What I Didn't Learn in Econ 101
James R. Bracy
I took Economics 101 in college. Economics was a subject that has always interested me, so I was happy to take a few courses on the subject. Like many of my other classes, I don't remember much. All I can recall from this course is the introduction to Adam Smith's invisible hand, a few graphs, and some details about Keynesian economics.
A logical answer might be how to make best use of available means to bring economic prosperity. To answer this we have to “possess all relevant information,” “start out from a given system of preferences,” and “command complete knowledge of available means.” This reveals and even more fundamental problem in economics, “the problem of utilization of knowledge which is not given to anyone in its totality.”

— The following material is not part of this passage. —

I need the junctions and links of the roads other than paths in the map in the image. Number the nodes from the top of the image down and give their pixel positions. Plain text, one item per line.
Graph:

How is planning to be done so that the economy operate efficiently? Should it be done by a central authority? Should it be divided among individuals? Should it be done by delegating it to some kind of representative for an industry or group of people?

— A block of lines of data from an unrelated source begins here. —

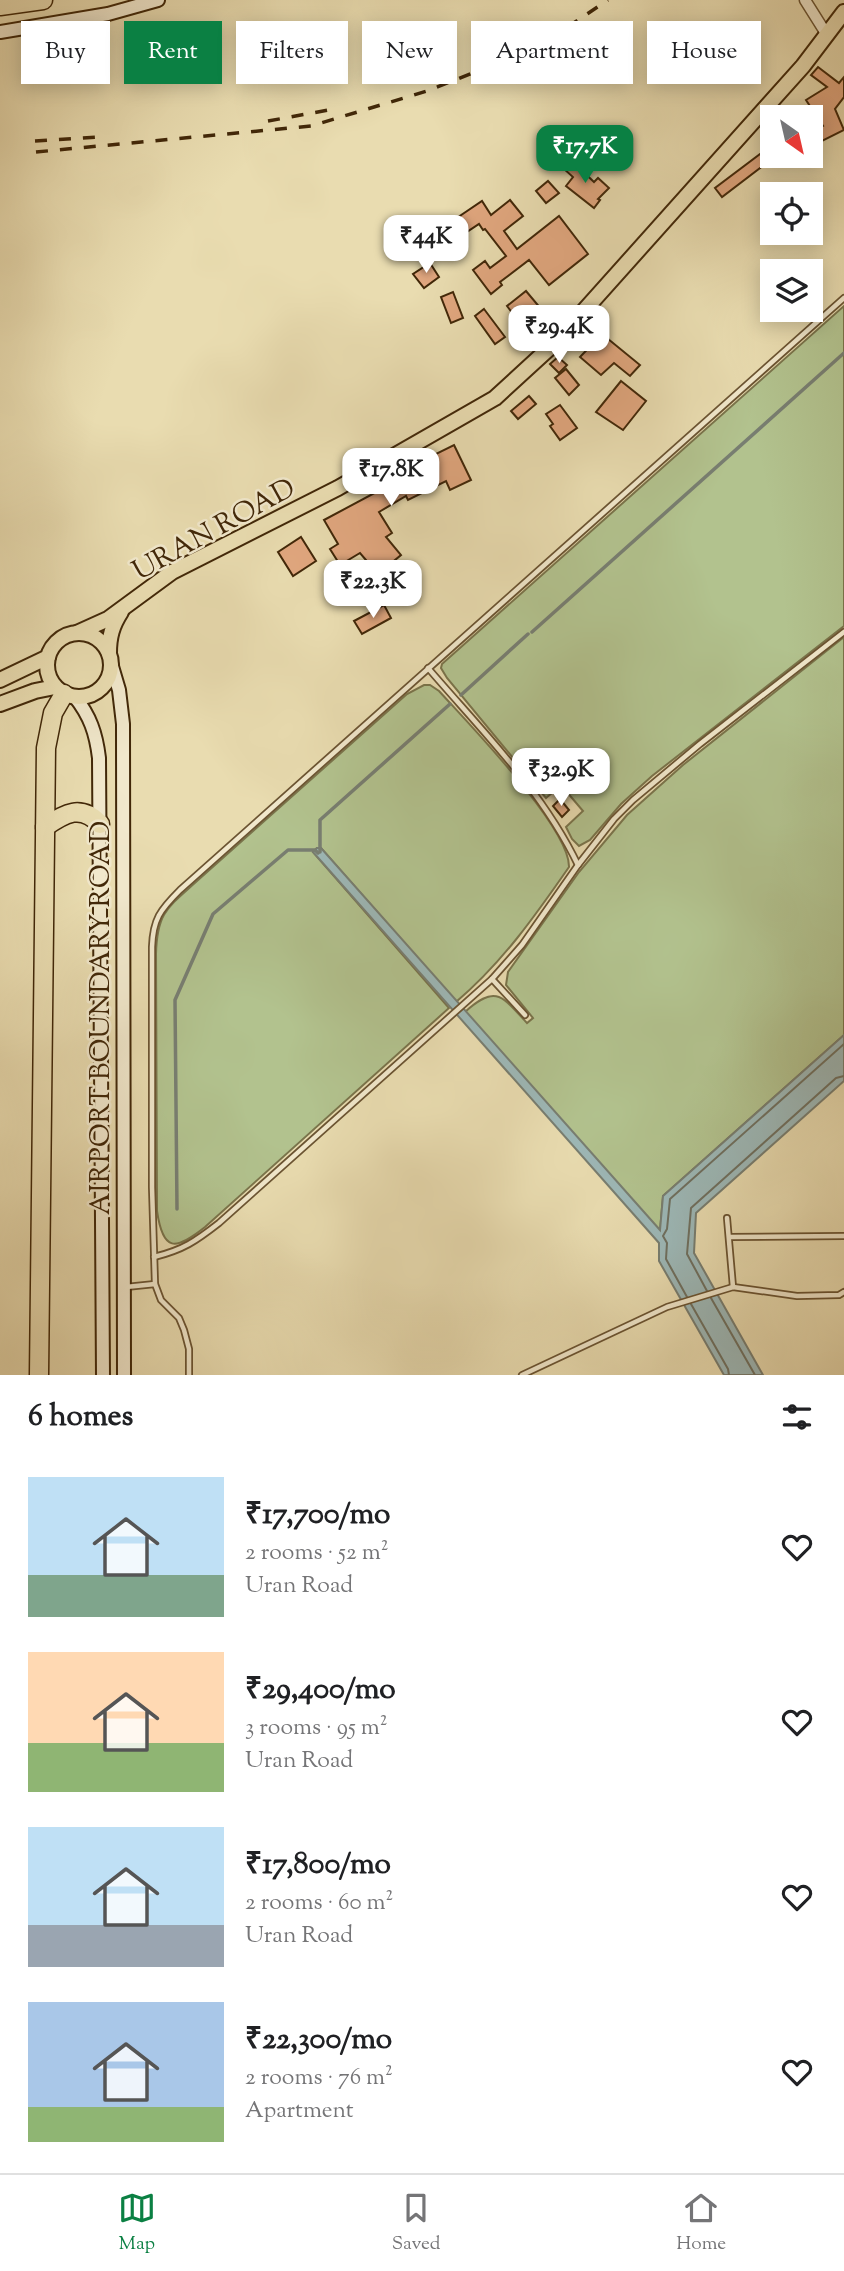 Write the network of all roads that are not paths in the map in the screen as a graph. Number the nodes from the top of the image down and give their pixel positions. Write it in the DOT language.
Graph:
graph roads {
  1 [pos="43,0"];
  2 [pos="158,0"];
  3 [pos="805,0"];
  4 [pos="0,6"];
  5 [pos="844,12"];
  6 [pos="0,32"];
  7 [pos="827,35"];
  8 [pos="844,298"];
  9 [pos="124,608"];
  10 [pos="844,632"];
  11 [pos="77,633"];
  12 [pos="48,657"];
  13 [pos="110,658"];
  14 [pos="428,668"];
  15 [pos="0,680"];
  16 [pos="65,693"];
  17 [pos="0,704"];
  18 [pos="100,824"];
  19 [pos="45,827"];
  20 [pos="578,865"];
  21 [pos="492,979"];
  22 [pos="525,1015"];
  23 [pos="727,1218"];
  24 [pos="844,1236"];
  25 [pos="730,1237"];
  26 [pos="154,1257"];
  27 [pos="155,1284"];
  28 [pos="126,1287"];
  29 [pos="733,1287"];
  30 [pos="844,1292"];
  31 [pos="40,1375"];
  32 [pos="103,1375"];
  33 [pos="124,1375"];
  34 [pos="189,1375"];
  35 [pos="522,1375"];
  1 -- 4 [label="highway"];
  2 -- 6 [label="street"];
  3 -- 7 [label="street"];
  5 -- 7 [label="main road, URAN ROAD"];
  7 -- 9 [label="main road, URAN ROAD"];
  8 -- 14 [label="lane"];
  9 -- 11 [label="main road, URAN ROAD"];
  9 -- 13 [label="main road, URAN ROAD"];
  10 -- 20 [label="lane"];
  11 -- 12 [label="main road"];
  11 -- 13 [label="main road"];
  12 -- 15 [label="main road"];
  12 -- 16 [label="main road"];
  13 -- 16 [label="main road"];
  13 -- 28 [label="street, AIRPORT BOUNDARY ROAD"];
  14 -- 20 [label="lane"];
  14 -- 26 [label="lane"];
  16 -- 17 [label="main road"];
  16 -- 18 [label="street, AIRPORT BOUNDARY ROAD"];
  16 -- 19 [label="highway"];
  18 -- 19 [label="highway"];
  18 -- 32 [label="street, AIRPORT BOUNDARY ROAD"];
  19 -- 31 [label="highway"];
  20 -- 21 [label="lane"];
  21 -- 22 [label="lane"];
  21 -- 26 [label="lane"];
  23 -- 25 [label="lane"];
  24 -- 25 [label="lane"];
  25 -- 29 [label="lane"];
  26 -- 27 [label="lane"];
  27 -- 28 [label="lane"];
  27 -- 34 [label="lane"];
  28 -- 33 [label="street, AIRPORT BOUNDARY ROAD"];
  29 -- 30 [label="lane"];
  29 -- 35 [label="lane"];
}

Hayek points out that the answer to this question will depend on a what kind of knowledge is given the greatest importance. Scientific knowledge is given high value, especially today. With this knowledge it makes sense that a chosen expert or set of experts may be the best to carryout the planning. But what of the “knowledge of general rules: the knowledge of the particular circumstances of time and place.” Given this, every individual possesses some information which can be used to his benefit. Take for example a real estate agent who makes his living off temporary opportunities, he may know of certain high quality leases that will be ending that others do not know.
Often someone who employs theoretical or technical knowledge often values it so high, that when someone who employees this general knowledge to gain an advantage is thought to act dishonorably. Being an engineer myself, this attitude is prevalent among scientists and engineers. Perhaps it is because this general knowledge is so simple in comparison that it should yield no distinct advantage and should be available to all. But if this knowledge was available, then economics would not seek to answer this question. It is the fact that this knowledge is not generally available all that its value comes from. (Hayek goes onto point out that statistical aggregates are unable to draw upon this knowledge, making the job of a central planner incredibly difficult).

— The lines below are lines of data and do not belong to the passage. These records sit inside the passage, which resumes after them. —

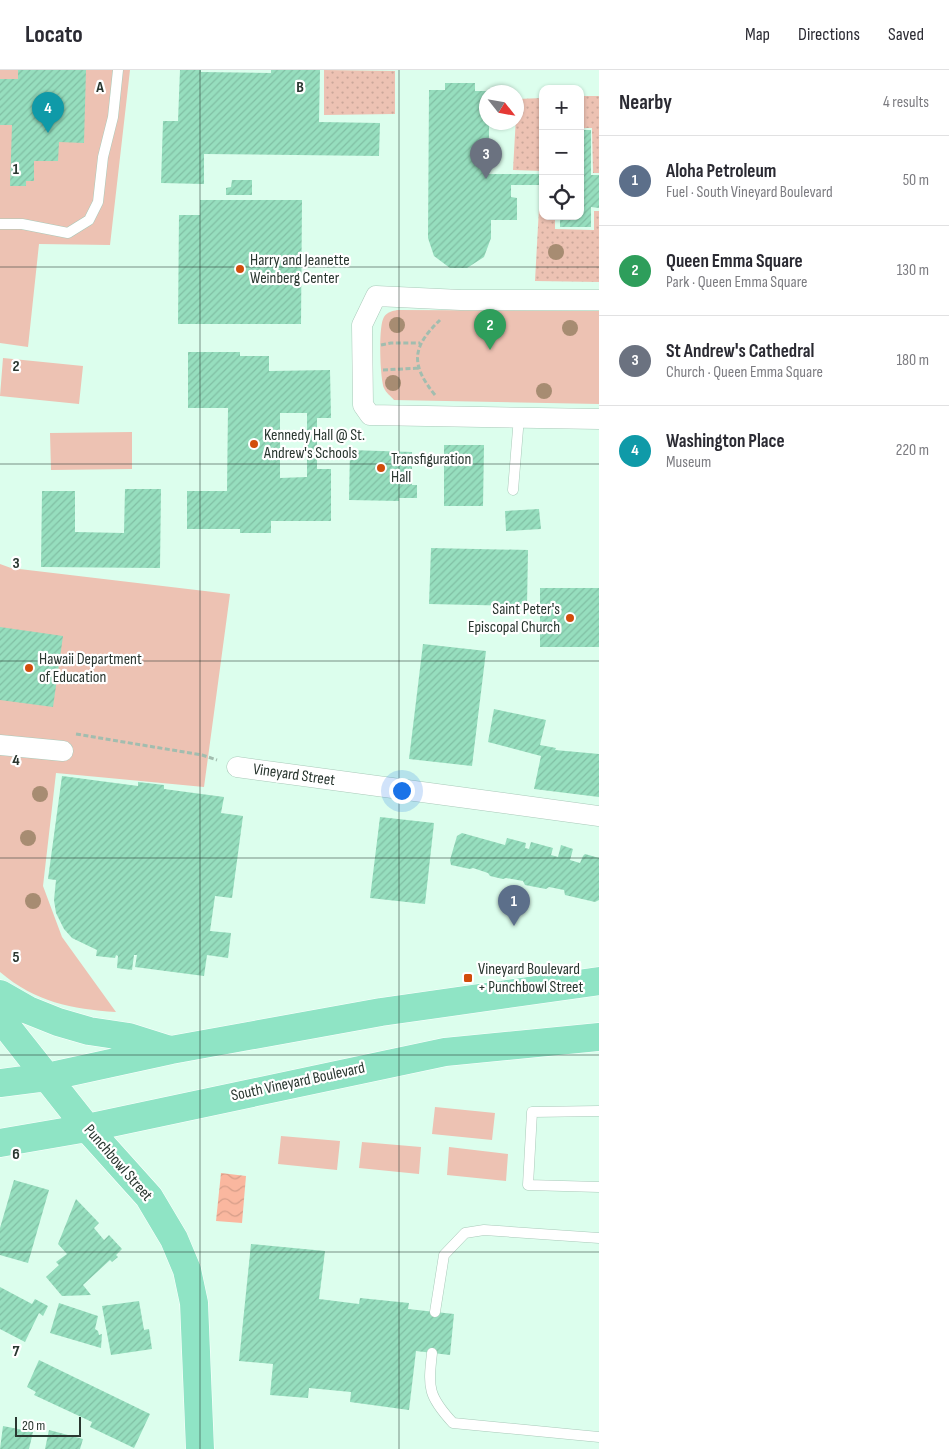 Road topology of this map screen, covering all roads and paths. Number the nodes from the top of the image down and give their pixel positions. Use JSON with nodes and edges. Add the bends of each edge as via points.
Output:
{"nodes":[{"id":1,"x":118,"y":70,"type":"edge"},
{"id":2,"x":0,"y":224,"type":"edge"},
{"id":3,"x":599,"y":300,"type":"edge"},
{"id":4,"x":440,"y":320,"type":"dead end"},
{"id":5,"x":420,"y":343,"type":"junction"},
{"id":6,"x":380,"y":346,"type":"dead end"},
{"id":7,"x":420,"y":368,"type":"junction"},
{"id":8,"x":380,"y":370,"type":"dead end"},
{"id":9,"x":436,"y":396,"type":"dead end"},
{"id":10,"x":519,"y":417,"type":"junction"},
{"id":11,"x":599,"y":418,"type":"edge"},
{"id":12,"x":513,"y":490,"type":"dead end"},
{"id":13,"x":0,"y":744,"type":"edge"},
{"id":14,"x":63,"y":751,"type":"joint"},
{"id":15,"x":237,"y":767,"type":"joint"},
{"id":16,"x":599,"y":816,"type":"edge"},
{"id":17,"x":599,"y":981,"type":"edge"},
{"id":18,"x":0,"y":994,"type":"edge"},
{"id":19,"x":0,"y":1018,"type":"edge"},
{"id":20,"x":599,"y":1036,"type":"edge"},
{"id":21,"x":171,"y":1050,"type":"junction"},
{"id":22,"x":47,"y":1077,"type":"junction"},
{"id":23,"x":0,"y":1083,"type":"edge"},
{"id":24,"x":599,"y":1111,"type":"edge"},
{"id":25,"x":87,"y":1128,"type":"junction"},
{"id":26,"x":0,"y":1144,"type":"edge"},
{"id":27,"x":599,"y":1187,"type":"edge"},
{"id":28,"x":599,"y":1238,"type":"edge"},
{"id":29,"x":436,"y":1312,"type":"dead end"},
{"id":30,"x":432,"y":1353,"type":"dead end"},
{"id":31,"x":599,"y":1437,"type":"edge"},
{"id":32,"x":200,"y":1449,"type":"edge"}],
"edges":[{"from":1,"to":2,"type":"lane","via":[[114,116],[103,157],[98,202],[89,220],[68,233],[22,224]]},
{"from":3,"to":10,"type":"street","via":[[376,296],[362,325],[362,405],[370,415]]},
{"from":4,"to":5,"type":"path"},
{"from":5,"to":6,"type":"path","via":[[391,342]]},
{"from":5,"to":7,"type":"path","via":[[417,356]]},
{"from":7,"to":8,"type":"path"},
{"from":7,"to":9,"type":"path","via":[[425,382]]},
{"from":10,"to":11,"type":"street"},
{"from":10,"to":12,"type":"lane"},
{"from":13,"to":14,"type":"street"},
{"from":14,"to":15,"type":"path","name":"Vineyard Street","via":[[75,734],[202,755]]},
{"from":15,"to":16,"type":"street","name":"Vineyard Street"},
{"from":17,"to":21,"type":"main road","via":[[382,1012]]},
{"from":18,"to":21,"type":"main road","via":[[58,1022],[129,1037]]},
{"from":19,"to":22,"type":"main road","name":"Punchbowl Street"},
{"from":20,"to":25,"type":"main road","name":"South Vineyard Boulevard","via":[[446,1052]]},
{"from":21,"to":22,"type":"main road"},
{"from":22,"to":23,"type":"main road"},
{"from":22,"to":25,"type":"main road","name":"Punchbowl Street"},
{"from":24,"to":27,"type":"lane","via":[[532,1112],[528,1185]]},
{"from":25,"to":26,"type":"main road","name":"South Vineyard Boulevard"},
{"from":25,"to":32,"type":"main road","name":"Punchbowl Street","via":[[149,1197],[174,1239],[187,1270],[194,1303]]},
{"from":28,"to":29,"type":"lane","via":[[484,1230],[465,1233],[444,1255]]},
{"from":30,"to":31,"type":"lane","via":[[429,1382],[437,1406],[452,1423]]}]}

This brings us to the price system, a beautiful means of transferring essential information and only to those who are concerned. The consumer doesn't need to concern himself with the details of the means of production, demand, or scarcity of an item. This information is summed up in the price. Should a resource become more scare a consumer will lessen his dependence on the product simply because of a change in price. Individuals will be guided by the change in price. This allows for individuals to act appropriately, with regard to the market, without anyone telling him how to act. Through the price system comes the division of labor and coordinated utilization of resources, all based on the knowledge of each individual.
The problem is precisely how to extend the span of our utilization or resources beyond the span of the control of any one mind; and therefore, how to dispense with the need of conscious control, and how to provide inducements which will make the individuals do the desirable things without anyone having to tell them what to do.
This is the heart of economics: “the problem of utilization of knowledge which is not given to anyone in its totality.” The graphs in Economics 101 made for some pretty pictures, but which Hayek points out, “in effect starts from the assumption that people's knowledge corresponds with objective facts of the situation, systematically leaves out what is our main task to explain.”